If you were to take a trip around the various book depositories in Leeds this week you might catch Holbeck library wiping a bead of sweat from its doorframe. A braver figure would be found in Rawdon library, standing tall in the face of adversity, backed by strong community support. Lofthouse library on the other hand, with its gently wheezing bookcases, emits an exasperated sigh.
These libraries are three of 15 in the city put forward for closure because of local authority budget cuts. Leeds has 53 libraries – far more than any other core city in the UK. In the financial year 2009/2010 1.5 million visits were to four of those libraries and 2.8 million visits were made to 13 libraries. An existing mobile library service, named “Libraries Direct” is to be upgraded to serve those who visit libraries which may face closure. Leeds City Council says that the revamp, which they have called “New Chapter”, would save £625,000.
The council executive member for leisure Coun Adam Ogilvie said: “This “New Chapter” proposal offers us the chance to give the people of Leeds a revitalised library service coming direct to users rather than asking them to visit buildings some of which are in very poor condition.
The question of whether or not libraries still have a place in today’s technologically booming society is not a new one. We’ve even arrived at a time where the notion that PCs are spelling the demise of libraries is an outdated one. The meteoric rise in popularity of tablets (like Apple’s iPad) and e-readers (in the vein of Amazon’s Kindle) has heralded the post-PC age, with millions of people foregoing the bulky machines of old in favour of sleek, hand-held devices, capable of storing thousands of novels downloaded in seconds over the internet.
The answer to the question of why libraries remain a necessity may lie in the increasing number of services a well-run, well-populated library can offer – services that still hold real value for many. In north Leeds, Horsforth library is one example that maximises the services available to the public, reaching beyond the traditional route of purely offering books and the occasional DVD.
“The main reason it’s been left open is because it’s been successful,” says Roger Boyde, a spokesman for Leeds City Council. “That and the fact that it only had a major refurbishment a few years ago.” From the outside, the building has an attractive, cobbled outer wall, making it look more like a museum or an art gallery. The bright, airy interior gives it a relaxed atmosphere, with its low bookshelves and dotted-about seating making it accessible and comfortable.
The library offers the basics, including books, talking books, maps, newspapers and DVDs. The library promotes itself as offering “easy to use computers” with remote access services, meaning that you can access any work done on the library computers at home. The library also utilises the latest in technology in the form of two book-scanning machines, named “Bill” and “Ben”. For example, a member could place five books in one of the machines and it would scan all of the books’ codes for a quick and painless borrowing experience.

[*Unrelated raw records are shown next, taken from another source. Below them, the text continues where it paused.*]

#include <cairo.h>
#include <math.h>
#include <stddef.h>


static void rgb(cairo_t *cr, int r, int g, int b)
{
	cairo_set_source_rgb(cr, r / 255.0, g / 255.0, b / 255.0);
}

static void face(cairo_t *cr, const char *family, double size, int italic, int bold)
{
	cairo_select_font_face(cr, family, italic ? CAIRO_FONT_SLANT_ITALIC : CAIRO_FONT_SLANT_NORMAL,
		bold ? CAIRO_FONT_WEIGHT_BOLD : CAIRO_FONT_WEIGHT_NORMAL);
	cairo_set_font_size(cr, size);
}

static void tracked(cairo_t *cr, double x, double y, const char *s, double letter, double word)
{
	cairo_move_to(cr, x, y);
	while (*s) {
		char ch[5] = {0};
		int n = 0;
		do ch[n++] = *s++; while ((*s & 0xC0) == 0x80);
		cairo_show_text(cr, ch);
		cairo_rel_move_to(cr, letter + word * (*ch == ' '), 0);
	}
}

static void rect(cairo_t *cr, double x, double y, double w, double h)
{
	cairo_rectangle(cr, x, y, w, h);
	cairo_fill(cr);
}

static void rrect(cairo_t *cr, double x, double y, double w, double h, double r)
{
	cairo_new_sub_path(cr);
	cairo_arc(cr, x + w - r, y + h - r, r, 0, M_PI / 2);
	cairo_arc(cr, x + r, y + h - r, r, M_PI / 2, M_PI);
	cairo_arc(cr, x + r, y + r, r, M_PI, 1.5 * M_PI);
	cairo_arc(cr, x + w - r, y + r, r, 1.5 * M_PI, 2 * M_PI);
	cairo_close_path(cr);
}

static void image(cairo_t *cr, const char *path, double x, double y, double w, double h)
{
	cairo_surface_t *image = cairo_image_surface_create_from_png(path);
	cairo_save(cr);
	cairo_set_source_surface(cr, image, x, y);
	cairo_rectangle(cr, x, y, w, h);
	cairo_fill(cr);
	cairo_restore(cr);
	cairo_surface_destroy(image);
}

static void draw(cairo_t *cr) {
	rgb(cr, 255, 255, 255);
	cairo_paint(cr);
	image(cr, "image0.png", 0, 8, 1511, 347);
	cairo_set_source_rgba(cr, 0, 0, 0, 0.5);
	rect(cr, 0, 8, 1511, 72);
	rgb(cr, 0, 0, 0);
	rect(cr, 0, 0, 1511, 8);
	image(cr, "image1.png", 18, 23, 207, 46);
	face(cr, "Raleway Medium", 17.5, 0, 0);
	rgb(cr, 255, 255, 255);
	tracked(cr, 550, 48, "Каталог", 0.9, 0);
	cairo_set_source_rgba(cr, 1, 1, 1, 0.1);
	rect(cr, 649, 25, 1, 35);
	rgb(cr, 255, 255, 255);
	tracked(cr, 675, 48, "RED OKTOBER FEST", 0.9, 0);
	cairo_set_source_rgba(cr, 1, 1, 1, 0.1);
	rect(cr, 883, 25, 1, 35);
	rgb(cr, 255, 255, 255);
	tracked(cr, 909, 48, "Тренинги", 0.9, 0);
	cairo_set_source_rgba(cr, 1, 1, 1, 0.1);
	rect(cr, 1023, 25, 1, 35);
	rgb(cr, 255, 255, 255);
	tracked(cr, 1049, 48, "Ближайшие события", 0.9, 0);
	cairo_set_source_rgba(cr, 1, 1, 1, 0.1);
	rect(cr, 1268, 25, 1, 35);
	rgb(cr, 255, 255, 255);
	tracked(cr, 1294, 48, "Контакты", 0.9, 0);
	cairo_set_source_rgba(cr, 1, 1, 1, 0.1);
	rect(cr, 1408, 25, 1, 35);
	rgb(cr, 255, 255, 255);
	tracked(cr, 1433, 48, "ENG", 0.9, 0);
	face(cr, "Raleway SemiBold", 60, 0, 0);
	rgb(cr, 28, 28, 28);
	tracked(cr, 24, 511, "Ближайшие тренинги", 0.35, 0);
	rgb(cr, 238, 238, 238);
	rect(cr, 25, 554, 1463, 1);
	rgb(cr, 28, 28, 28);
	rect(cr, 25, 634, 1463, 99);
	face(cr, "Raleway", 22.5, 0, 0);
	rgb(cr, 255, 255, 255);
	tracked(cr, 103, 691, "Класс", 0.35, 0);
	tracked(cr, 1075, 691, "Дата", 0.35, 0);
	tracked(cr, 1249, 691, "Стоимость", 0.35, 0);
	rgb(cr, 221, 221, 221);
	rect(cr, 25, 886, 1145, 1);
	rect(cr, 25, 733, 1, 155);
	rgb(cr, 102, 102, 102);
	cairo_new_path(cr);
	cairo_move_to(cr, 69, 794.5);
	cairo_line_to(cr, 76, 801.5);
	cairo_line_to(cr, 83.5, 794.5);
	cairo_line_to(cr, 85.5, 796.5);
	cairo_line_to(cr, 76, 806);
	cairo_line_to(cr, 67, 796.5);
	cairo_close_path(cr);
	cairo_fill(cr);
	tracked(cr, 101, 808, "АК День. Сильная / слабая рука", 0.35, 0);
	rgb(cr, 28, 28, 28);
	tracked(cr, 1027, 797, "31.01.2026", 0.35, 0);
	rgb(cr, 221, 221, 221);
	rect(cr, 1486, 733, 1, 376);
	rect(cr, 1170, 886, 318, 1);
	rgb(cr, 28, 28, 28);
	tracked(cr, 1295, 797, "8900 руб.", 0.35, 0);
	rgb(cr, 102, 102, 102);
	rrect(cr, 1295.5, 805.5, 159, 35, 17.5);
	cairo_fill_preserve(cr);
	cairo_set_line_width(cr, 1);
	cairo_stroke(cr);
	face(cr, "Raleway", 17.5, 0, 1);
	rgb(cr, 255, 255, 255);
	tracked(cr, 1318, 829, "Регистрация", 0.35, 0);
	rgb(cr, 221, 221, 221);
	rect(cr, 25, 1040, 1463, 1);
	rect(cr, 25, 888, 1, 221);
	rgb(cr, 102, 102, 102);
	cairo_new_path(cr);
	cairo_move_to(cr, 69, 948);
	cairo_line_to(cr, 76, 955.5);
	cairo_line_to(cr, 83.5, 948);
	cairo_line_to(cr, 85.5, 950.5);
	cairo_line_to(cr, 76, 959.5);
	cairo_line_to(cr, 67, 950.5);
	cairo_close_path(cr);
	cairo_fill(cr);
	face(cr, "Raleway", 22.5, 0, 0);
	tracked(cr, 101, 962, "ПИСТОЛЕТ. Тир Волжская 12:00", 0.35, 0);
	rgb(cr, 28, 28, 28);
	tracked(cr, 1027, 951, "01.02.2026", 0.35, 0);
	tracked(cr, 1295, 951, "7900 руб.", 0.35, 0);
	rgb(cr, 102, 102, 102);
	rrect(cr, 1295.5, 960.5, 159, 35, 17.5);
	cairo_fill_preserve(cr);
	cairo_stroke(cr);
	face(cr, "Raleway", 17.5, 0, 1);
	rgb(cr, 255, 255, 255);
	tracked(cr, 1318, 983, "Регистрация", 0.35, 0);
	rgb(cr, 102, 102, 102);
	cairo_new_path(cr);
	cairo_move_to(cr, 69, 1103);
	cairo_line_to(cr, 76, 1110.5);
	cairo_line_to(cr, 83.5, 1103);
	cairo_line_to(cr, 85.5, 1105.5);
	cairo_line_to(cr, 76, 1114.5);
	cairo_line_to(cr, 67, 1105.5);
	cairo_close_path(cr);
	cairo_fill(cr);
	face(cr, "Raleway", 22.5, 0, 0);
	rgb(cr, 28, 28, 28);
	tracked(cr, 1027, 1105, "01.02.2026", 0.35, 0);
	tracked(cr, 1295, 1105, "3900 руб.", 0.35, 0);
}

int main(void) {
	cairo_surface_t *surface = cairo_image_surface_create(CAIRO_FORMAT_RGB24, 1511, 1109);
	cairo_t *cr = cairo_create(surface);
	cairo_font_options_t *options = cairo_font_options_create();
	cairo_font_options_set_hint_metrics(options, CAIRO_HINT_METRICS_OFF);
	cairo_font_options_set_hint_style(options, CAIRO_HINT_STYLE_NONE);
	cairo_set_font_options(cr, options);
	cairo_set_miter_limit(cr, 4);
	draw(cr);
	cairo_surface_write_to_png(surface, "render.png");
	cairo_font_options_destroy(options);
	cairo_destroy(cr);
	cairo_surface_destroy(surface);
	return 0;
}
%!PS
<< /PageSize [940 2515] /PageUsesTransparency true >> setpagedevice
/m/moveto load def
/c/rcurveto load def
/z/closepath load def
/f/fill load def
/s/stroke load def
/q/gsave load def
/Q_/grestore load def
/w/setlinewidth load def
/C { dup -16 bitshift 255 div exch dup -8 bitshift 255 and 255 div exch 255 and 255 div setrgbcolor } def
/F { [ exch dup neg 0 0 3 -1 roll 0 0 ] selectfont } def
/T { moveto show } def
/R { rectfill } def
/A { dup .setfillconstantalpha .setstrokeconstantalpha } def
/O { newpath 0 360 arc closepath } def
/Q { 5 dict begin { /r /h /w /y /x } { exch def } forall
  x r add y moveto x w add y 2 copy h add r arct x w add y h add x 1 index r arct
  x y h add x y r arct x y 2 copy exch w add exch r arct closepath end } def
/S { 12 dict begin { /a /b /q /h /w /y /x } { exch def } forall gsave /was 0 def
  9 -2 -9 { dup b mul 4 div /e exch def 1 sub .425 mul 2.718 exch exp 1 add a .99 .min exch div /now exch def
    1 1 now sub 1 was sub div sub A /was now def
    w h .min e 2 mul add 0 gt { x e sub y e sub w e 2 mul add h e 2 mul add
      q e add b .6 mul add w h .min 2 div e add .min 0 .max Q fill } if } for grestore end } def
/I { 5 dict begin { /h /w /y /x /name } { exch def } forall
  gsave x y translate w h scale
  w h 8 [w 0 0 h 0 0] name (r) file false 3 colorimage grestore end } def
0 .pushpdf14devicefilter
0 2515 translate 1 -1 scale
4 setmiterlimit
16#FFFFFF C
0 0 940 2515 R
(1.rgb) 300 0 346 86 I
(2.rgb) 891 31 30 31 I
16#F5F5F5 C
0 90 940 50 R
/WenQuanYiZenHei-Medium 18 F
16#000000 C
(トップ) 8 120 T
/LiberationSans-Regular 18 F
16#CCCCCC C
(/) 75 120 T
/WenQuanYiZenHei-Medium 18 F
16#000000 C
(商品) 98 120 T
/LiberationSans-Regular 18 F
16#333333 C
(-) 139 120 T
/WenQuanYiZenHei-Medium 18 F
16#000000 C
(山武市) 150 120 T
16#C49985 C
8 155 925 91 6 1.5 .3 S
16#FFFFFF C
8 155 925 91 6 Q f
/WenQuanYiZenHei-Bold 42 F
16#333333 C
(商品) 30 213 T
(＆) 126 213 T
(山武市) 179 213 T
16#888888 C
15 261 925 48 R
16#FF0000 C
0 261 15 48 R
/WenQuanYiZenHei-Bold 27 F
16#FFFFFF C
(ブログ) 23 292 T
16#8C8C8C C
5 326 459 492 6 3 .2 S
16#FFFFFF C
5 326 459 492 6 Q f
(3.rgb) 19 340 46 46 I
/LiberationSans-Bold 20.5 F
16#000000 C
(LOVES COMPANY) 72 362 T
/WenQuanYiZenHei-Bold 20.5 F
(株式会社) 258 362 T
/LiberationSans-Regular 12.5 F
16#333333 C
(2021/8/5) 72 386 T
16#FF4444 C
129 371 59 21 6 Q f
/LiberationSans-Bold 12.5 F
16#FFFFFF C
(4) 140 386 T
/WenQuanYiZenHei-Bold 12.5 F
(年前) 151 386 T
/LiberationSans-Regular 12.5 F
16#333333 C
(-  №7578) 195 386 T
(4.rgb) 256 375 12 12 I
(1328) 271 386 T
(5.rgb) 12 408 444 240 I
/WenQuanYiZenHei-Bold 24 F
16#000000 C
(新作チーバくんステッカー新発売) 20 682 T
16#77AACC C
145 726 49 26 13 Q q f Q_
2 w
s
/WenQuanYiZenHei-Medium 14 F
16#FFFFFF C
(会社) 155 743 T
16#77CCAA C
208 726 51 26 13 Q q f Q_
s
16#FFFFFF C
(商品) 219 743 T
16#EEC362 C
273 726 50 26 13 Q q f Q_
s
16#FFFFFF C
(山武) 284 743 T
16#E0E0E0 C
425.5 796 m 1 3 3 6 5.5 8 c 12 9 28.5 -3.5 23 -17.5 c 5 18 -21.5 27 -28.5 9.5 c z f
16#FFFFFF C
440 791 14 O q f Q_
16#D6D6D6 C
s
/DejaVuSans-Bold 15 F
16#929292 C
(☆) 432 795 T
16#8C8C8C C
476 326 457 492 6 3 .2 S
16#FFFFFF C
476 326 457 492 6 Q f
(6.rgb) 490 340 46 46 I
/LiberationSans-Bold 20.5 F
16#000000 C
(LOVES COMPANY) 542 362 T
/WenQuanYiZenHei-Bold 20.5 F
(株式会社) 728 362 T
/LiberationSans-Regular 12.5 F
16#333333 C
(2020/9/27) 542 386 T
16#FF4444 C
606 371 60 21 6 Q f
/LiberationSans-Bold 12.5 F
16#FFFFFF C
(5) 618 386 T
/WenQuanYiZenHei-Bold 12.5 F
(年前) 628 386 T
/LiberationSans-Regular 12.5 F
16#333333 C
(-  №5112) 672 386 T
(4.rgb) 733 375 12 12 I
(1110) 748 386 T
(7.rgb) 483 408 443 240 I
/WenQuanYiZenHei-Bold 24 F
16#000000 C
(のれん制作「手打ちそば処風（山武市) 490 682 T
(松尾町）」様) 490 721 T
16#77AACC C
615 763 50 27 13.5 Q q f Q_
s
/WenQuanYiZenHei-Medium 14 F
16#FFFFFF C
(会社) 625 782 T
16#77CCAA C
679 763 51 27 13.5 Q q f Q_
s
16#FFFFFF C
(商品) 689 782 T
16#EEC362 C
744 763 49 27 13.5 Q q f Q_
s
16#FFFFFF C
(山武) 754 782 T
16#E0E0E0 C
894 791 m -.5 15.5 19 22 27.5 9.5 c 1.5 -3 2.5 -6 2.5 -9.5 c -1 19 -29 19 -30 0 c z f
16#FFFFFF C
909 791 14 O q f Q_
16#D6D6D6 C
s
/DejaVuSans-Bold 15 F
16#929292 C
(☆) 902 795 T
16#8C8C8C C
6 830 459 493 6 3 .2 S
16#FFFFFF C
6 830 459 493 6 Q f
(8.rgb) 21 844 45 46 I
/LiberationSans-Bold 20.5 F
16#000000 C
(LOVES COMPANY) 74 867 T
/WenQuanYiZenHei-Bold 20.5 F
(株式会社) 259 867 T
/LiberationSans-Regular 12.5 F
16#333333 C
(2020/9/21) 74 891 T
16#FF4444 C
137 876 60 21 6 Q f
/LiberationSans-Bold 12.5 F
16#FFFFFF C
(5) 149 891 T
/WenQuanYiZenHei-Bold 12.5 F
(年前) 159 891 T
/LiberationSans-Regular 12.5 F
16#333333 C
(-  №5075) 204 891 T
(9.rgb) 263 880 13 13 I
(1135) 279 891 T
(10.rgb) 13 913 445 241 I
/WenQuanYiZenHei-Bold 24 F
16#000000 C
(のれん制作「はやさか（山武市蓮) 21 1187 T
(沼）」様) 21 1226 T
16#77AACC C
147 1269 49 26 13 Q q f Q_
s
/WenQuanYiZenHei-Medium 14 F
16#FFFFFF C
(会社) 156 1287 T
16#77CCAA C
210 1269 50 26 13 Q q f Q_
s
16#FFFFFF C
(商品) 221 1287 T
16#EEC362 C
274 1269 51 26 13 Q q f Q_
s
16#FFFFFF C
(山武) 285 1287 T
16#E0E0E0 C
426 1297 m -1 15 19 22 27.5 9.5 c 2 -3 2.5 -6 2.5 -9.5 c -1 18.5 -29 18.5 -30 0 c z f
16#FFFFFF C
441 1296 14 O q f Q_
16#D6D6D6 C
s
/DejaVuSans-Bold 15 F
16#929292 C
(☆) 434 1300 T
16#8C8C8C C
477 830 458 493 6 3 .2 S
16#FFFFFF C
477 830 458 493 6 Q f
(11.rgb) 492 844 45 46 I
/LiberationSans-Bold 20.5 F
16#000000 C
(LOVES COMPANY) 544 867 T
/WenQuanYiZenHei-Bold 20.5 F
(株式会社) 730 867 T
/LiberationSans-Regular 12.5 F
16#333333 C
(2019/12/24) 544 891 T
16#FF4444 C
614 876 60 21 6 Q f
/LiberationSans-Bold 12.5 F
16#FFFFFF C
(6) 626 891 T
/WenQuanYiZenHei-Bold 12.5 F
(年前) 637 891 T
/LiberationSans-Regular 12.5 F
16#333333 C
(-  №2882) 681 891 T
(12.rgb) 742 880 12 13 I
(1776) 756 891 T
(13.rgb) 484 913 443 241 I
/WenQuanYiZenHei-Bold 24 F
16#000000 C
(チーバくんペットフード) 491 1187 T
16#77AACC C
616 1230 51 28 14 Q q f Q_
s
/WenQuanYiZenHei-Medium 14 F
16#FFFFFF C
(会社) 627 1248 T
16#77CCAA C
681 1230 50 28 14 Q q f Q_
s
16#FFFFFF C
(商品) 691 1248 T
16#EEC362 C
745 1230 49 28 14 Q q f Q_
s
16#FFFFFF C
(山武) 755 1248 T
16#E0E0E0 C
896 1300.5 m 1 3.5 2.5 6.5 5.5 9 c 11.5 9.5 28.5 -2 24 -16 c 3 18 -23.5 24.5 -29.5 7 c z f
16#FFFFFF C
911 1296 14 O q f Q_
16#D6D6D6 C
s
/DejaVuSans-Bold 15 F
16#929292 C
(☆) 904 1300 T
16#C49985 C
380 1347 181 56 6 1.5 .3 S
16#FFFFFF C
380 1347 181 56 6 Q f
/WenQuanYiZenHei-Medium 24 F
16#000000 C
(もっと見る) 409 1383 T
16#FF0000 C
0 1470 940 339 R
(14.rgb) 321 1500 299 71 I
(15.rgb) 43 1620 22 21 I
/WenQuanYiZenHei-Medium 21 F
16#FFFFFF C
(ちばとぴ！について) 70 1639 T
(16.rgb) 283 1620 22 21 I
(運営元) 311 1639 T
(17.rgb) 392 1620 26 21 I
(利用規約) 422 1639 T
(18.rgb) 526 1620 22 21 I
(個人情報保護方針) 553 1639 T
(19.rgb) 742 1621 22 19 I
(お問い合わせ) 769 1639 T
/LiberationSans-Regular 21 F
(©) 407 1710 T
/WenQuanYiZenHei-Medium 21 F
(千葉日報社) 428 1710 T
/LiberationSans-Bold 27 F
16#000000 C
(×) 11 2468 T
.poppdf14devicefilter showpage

One visitor, Joan Spencer from Horsforth, said: “I like the library because I take out quite a number of novels at once and find the renewal machines to be very useful when in a hurry. If more libraries had facilities that this one has I think more people would use them. It’s a shame some of them are closing but we’re lucky to have the one we have here.”
There is also plenty for parents who might take their youngsters along. The library has just started to run “Chatterbox” – a children’s reading and quiz group for youngsters aged between seven and 10 on the first Wednesday of each month.
Additional services including jobseekers advice and learning sessions are also available with members of staff. The library is currently seeking volunteers for two or three hours a week to select, deliver and return library books and other loan items, for library members unable to visit.